When iron is the wrong move

The safety asymmetry that defines this entry: the body has no way to remove iron once it is in. Excess vitamin C floods out in urine. Excess B-vitamins do the same. Iron does not. So the people who should not supplement are not a marginal group — they are anyone whose stores are normal or high to begin with, and a smaller group whose biology removes the absorption brake entirely.
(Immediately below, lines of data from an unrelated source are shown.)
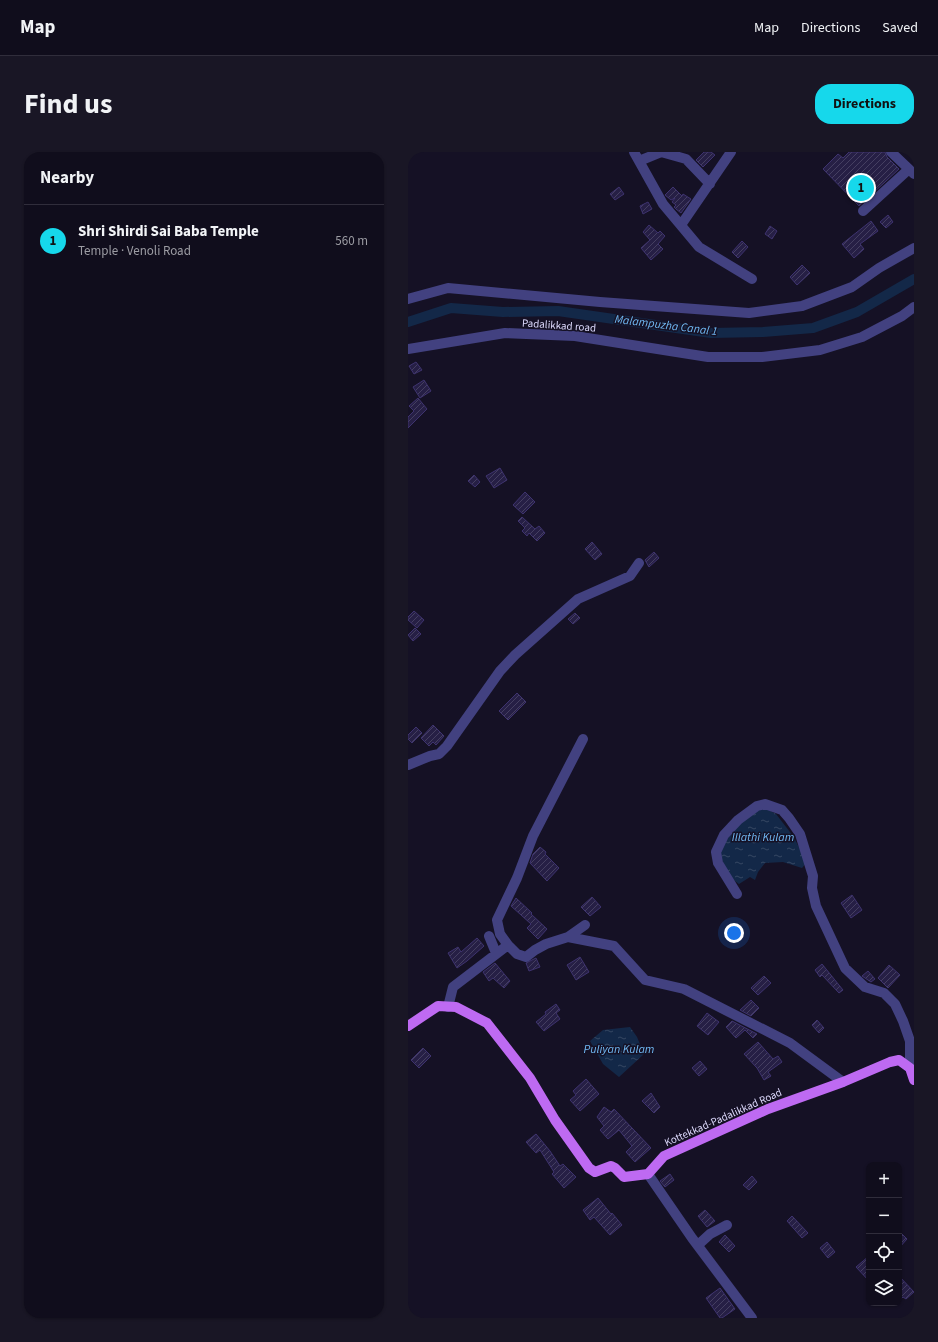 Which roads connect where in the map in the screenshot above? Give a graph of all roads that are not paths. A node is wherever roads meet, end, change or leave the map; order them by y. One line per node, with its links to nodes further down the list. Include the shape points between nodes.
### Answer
1 (634, 152): 5 (street)
2 (661, 152): 5 (street); 7 (street, via 686,159)
3 (731, 152): 7 (street)
4 (891, 152): 6 (street)
5 (639, 161): 9 (street, via 663,204)
6 (912, 171): 8 (street)
7 (710, 184): 9 (street)
8 (863, 211)
9 (681, 225): 11 (street, via 699,247)
10 (914, 248): 12 (street, via 852,287 802,306 749,312 448,288)
11 (752, 279)
12 (408, 299)
13 (914, 307): 14 (street, Padalikkad road, via 862,337 820,350 762,357 708,357 575,336 505,333)
14 (408, 349)
15 (639, 564): 17 (street, via 630,576 578,599 500,671 439,754)
16 (583, 739): 22 (street, via 533,836 497,920 500,934)
17 (408, 765)
18 (737, 894): 26 (street, via 718,864 716,852 724,835 738,820 758,806 765,804 782,810 800,834 813,876 812,888 816,906 845,968 865,987 884,993 901,1015 910,1041)
19 (585, 924): 21 (street)
20 (489, 936): 23 (street)
21 (568, 937): 22 (street, via 546,944 526,957 517,954); 28 (street, via 614,946 645,980 684,990 790,1043)
22 (508, 945): 23 (street)
23 (496, 953): 24 (street, via 453,987)
24 (448, 1007): 25 (main road, via 438,1006); 29 (main road, via 456,1007 487,1023 530,1078 555,1120 591,1171 611,1166 624,1177)
25 (408, 1026)
26 (910, 1068): 27 (main road); 28 (main road, Kottekkad-Padalikkad Road, via 899,1060)
27 (914, 1080)
28 (843, 1082): 29 (main road, Kottekkad-Padalikkad Road, via 768,1109 664,1156)
29 (648, 1174): 31 (street)
30 (727, 1225): 31 (street, via 710,1234)
31 (698, 1245): 32 (street)
32 (752, 1318)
Beyond haemochromatosis: people on chronic transfusion programmes, with thalassemia, with sideroblastic anaemia, or with active untreated infections should not take iron without a haematologist's input. And the practical floor that applies to every household: iron pills are among the most common pediatric poisonings. The dose that helps a deficient adult is acutely toxic to a small child. Lock the bottle the way you would paracetamol.

What comes back, and when

The timeline, for an adult with low ferritin who starts the alternate-day protocol:

  • Weeks one and two. Haemoglobin starts climbing, typically about ten grams per litre per month if absorption is working. In the most-deficient, a subtle energy lift is already detectable.
  • Weeks four to eight. Fatigue noticeably softens Verdon et al. 2003. Your partner stops asking if you're coming down with something. The afternoon you used to write off as a wash is back on the table. Climbing a flight of stairs stops being a small event.
  • Months two to four. Attention and processing speed sharpen — work that took an hour takes forty minutes again. For the restless-legs subset, the night-time twitch settles Trenkwalder et al. 2017. Hair shedding in the shower drain visibly drops; new growth is in the scalp but too short to see.
  • Months three to six. Ferritin rebuilds into a comfortable range. Brittle nails stop splitting. The new hair pushes past the original line and the part visibly thickens.
  • Year one and beyond. For menstruating women, the deficit can come back unless heavy bleeding or diet shifted. An annual ferritin is a cheap check; another short course if it drifts down.

The honest version: in someone who was genuinely deficient, this is among the most reliably-felt nutritional interventions there is. In someone who wasn't, you will feel nothing — and your stores will keep climbing toward a problem you cannot undo.

Adjacent topics worth knowing about: iron deficiency in pregnancy (different target, different dose, different protocol), heavy menstrual bleeding as the upstream driver of recurrent deficiency in women, the vegetarian iron equation (plant-source iron is less absorbable and competes with phytates), and the heart-failure iron deficiency syndrome where intravenous iron has its own outcome evidence. Each warrants its own entry.